Action item: Beginning with the first line, retype exactly the records below up to and including the line with "ring pip: (397, 323)"; pictures do not belong in the copy.

Excerpts from a dataset:
════════════════

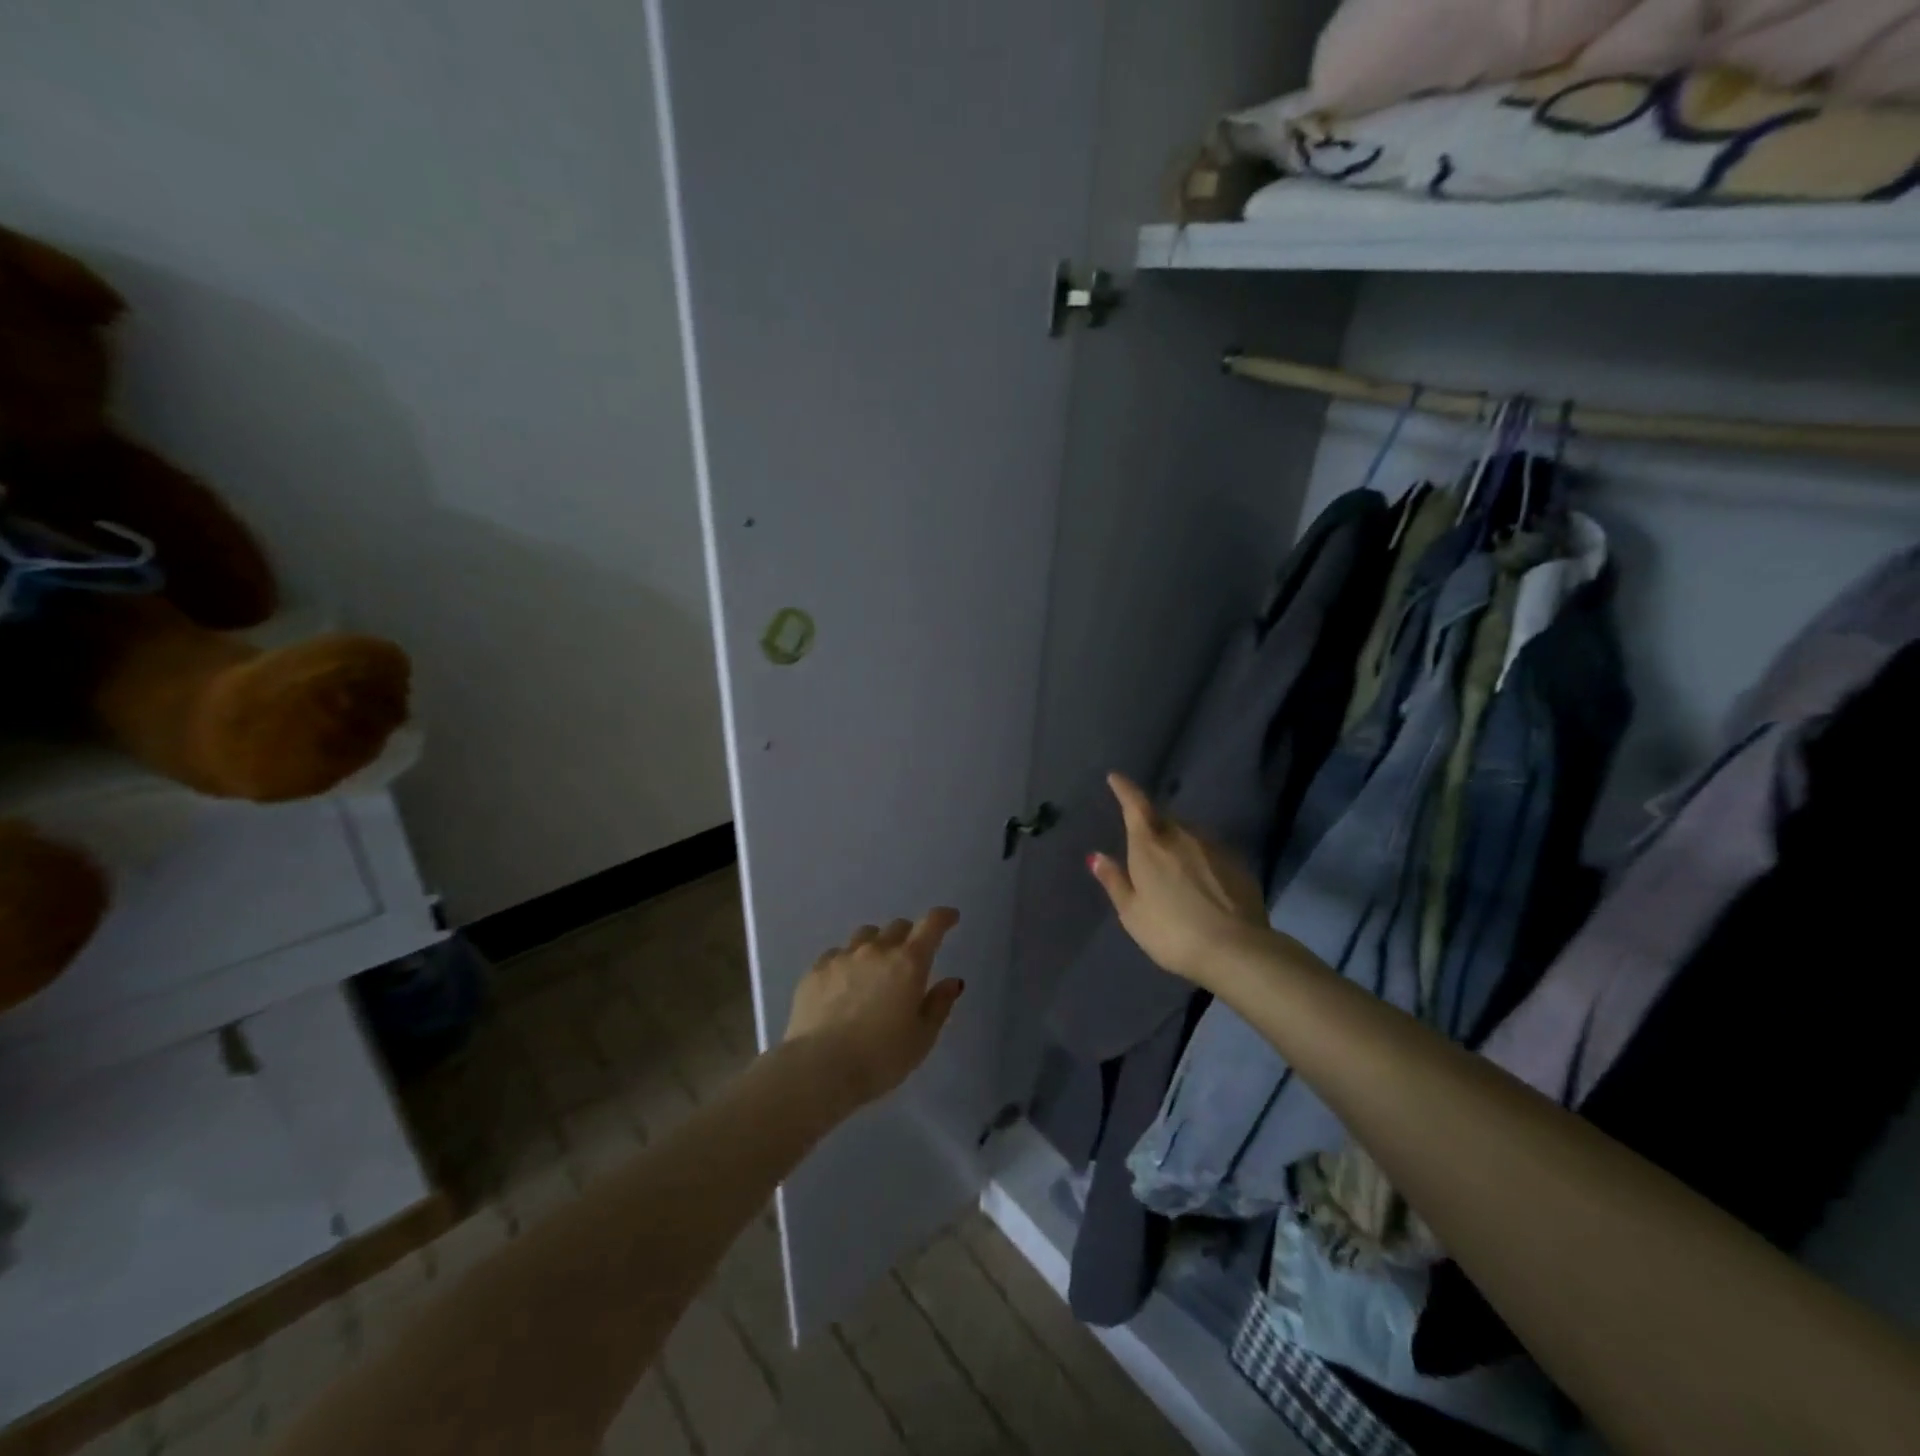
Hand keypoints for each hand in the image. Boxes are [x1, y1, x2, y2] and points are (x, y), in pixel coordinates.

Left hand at [786, 909, 965, 1107]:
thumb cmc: (880, 1058)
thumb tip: (952, 981)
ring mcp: (843, 956)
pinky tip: (843, 983)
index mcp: (908, 963)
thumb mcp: (922, 1038)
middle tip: (909, 958)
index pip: (931, 925)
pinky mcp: (815, 969)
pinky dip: (847, 962)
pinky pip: (837, 954)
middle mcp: (876, 950)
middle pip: (897, 927)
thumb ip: (939, 1005)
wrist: (819, 1068)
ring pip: (865, 935)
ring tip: (874, 968)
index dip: (943, 917)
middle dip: (908, 936)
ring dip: (876, 945)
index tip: (950, 918)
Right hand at [1088, 773, 1270, 986]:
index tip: (1116, 777)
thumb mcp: (1132, 913)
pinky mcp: (1237, 863)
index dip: (1125, 789)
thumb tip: (1096, 856)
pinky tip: (1200, 881)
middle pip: (1163, 819)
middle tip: (1144, 840)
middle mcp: (1182, 836)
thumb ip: (1114, 881)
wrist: (1236, 949)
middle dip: (1151, 822)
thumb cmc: (1172, 932)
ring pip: (1188, 833)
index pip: (1135, 805)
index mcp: (1150, 845)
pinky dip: (1199, 858)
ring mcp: (1214, 847)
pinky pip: (1210, 851)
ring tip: (1173, 865)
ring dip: (1177, 841)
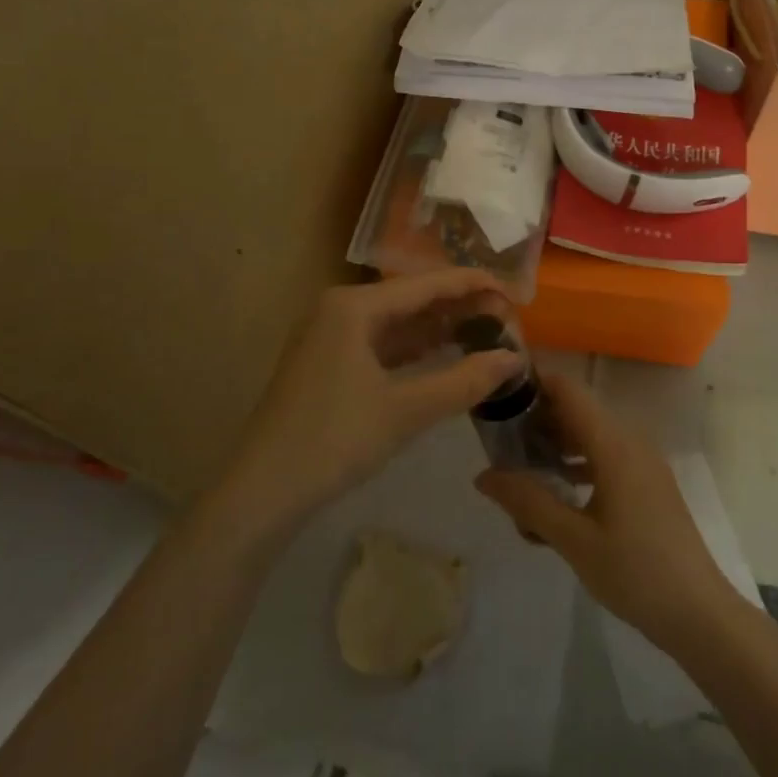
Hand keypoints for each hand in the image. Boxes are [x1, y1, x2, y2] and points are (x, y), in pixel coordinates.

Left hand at [218, 269, 523, 538]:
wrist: (262, 492)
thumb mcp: (405, 411)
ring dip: (438, 328)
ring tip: (486, 332)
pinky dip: (414, 350)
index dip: (472, 284)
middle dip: (459, 307)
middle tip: (507, 317)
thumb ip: (464, 380)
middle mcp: (341, 309)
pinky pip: (382, 344)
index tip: (513, 291)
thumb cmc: (334, 440)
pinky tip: (444, 355)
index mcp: (354, 306)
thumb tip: (514, 359)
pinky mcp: (329, 363)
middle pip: (412, 299)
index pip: (426, 284)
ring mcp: (331, 337)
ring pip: (397, 323)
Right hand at [474, 372, 739, 648]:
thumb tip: (483, 475)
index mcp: (614, 444)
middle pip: (577, 411)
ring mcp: (643, 462)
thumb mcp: (574, 540)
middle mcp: (630, 442)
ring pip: (591, 436)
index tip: (498, 393)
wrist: (699, 613)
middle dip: (538, 420)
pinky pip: (606, 457)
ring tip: (520, 470)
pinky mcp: (648, 483)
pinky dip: (578, 464)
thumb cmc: (635, 572)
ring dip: (557, 446)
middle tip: (499, 441)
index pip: (568, 391)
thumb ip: (528, 502)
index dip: (534, 383)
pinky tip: (556, 495)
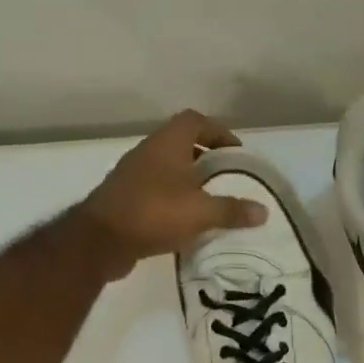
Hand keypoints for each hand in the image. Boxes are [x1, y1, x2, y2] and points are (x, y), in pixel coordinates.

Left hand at [81, 110, 266, 277]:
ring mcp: (133, 176)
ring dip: (190, 181)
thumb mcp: (201, 213)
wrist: (100, 241)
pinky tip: (187, 222)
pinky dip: (174, 200)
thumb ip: (233, 210)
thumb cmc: (154, 214)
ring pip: (168, 169)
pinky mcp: (125, 199)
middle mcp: (148, 153)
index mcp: (167, 144)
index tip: (236, 154)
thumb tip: (263, 212)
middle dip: (207, 159)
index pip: (195, 121)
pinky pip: (157, 191)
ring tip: (211, 202)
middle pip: (182, 144)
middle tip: (228, 179)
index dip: (219, 132)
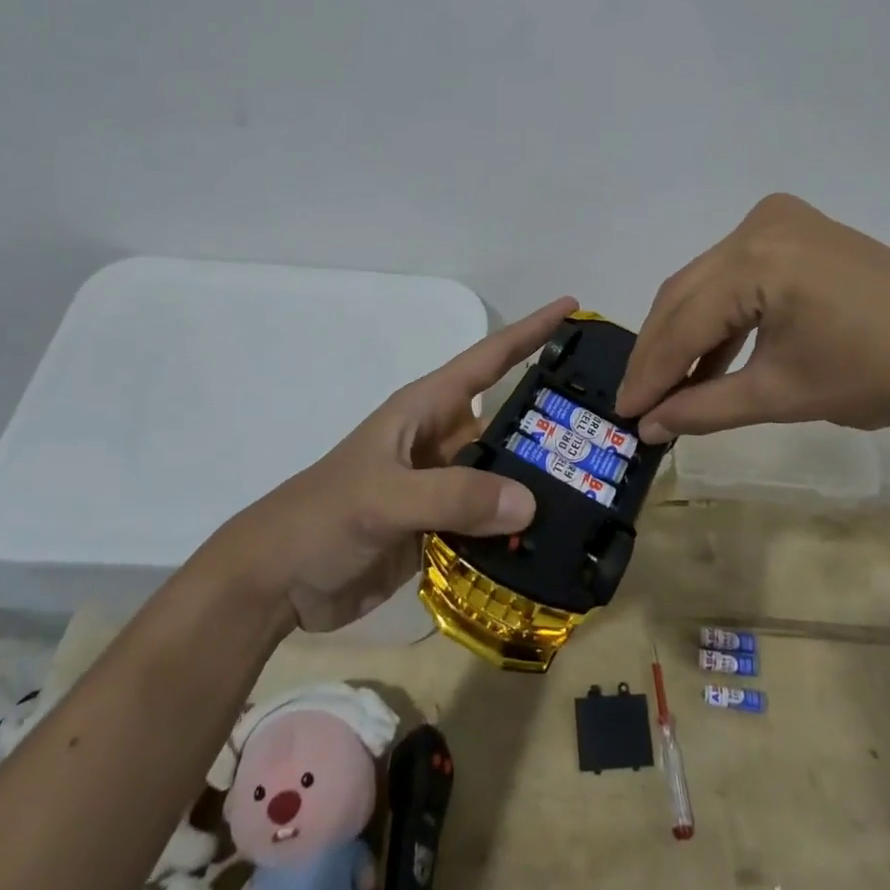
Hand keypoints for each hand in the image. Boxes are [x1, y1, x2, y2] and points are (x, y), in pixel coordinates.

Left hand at [227, 297, 575, 632]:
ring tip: (598, 488)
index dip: (529, 330)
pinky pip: (490, 520)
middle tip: (612, 425)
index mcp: (426, 410)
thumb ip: (453, 497)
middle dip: (553, 420)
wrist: (277, 581)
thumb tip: (531, 502)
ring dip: (540, 481)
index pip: (488, 359)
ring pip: (503, 474)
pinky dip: (518, 529)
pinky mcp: (440, 529)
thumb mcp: (384, 497)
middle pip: (508, 421)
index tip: (572, 307)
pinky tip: (554, 540)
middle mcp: (441, 441)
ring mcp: (441, 486)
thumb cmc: (323, 516)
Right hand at [616, 194, 889, 440]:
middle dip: (660, 352)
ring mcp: (776, 221)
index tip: (624, 414)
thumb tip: (649, 428)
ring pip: (706, 281)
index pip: (684, 322)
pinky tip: (708, 356)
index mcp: (757, 259)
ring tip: (666, 385)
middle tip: (637, 402)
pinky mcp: (792, 228)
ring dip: (686, 333)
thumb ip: (704, 408)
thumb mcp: (782, 395)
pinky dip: (720, 313)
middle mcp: (756, 226)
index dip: (650, 372)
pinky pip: (735, 272)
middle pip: (686, 294)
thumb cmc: (878, 375)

════════════════

Worked solution:
Hand keypoints for each hand in the image. Boxes are [x1, y1, x2, y2] and points are (x, y), in pixel coordinates.

Left hand at [786, 909, 965, 1107]:
thumb cmc: (880, 1058)
thumb tip: (952, 981)
ring mcp: (843, 956)
pinky tip: (843, 983)
index mcp: (908, 963)
thumb mcp: (922, 1038)
middle tip: (909, 958)
index pip: (931, 925)
pinky mcp: (815, 969)
pinky dip: (847, 962)
pinky pip: (837, 954)
middle mcp: (876, 950)
middle pip: (897, 927)
thumb ip: (939, 1005)
wrist: (819, 1068)
ring pip: (865, 935)
ring tip: (874, 968)
index dip: (943, 917)
middle dip: (908, 936)
ring dip: (876, 945)
index tip: (950, 918)
Right hand at [1088, 773, 1270, 986]:
index tip: (1116, 777)
thumb mcp: (1132, 913)
pinky mcp: (1237, 863)
index dip: (1125, 789)
thumb tip: (1096, 856)
pinky tip: (1200, 881)
middle pip: (1163, 819)
middle tip: (1144, 840)
middle mcp: (1182, 836)
thumb ip: (1114, 881)
wrist: (1236, 949)
middle dip: (1151, 822)
thumb cmc: (1172, 932)
ring pip: (1188, 833)
index pip: (1135, 805)
index mcp: (1150, 845)
pinky dip: (1199, 858)
ring mcp: (1214, 847)
pinky pip: (1210, 851)
ring tip: (1173, 865)
ring dip: (1177, 841)
Hand keypoints for each hand in the image. Boxes are [x1, y1, x2, y2] and points are (x, y), in pixel coordinates.

Left hand at [218, 269, 523, 538]:
wrist: (262, 492)
thumb mcp: (405, 411)
ring dip: (438, 328)
ring tip: (486, 332)
pinky dip: (414, 350)
index dip: (472, 284)
middle dip: (459, 307)
middle tip: (507, 317)
thumb ip: (464, 380)
middle mcp: (341, 309)
pinky pip: (382, 344)
index tip: (513, 291)
thumb cmc: (334, 440)
pinky tip: (444, 355)
index mcp: (354, 306)
thumb tip: (514, 359)
pinky mcp: (329, 363)
middle pip: (412, 299)
index pip: (426, 284)
ring mcp: (331, 337)
ring pip: (397, 323)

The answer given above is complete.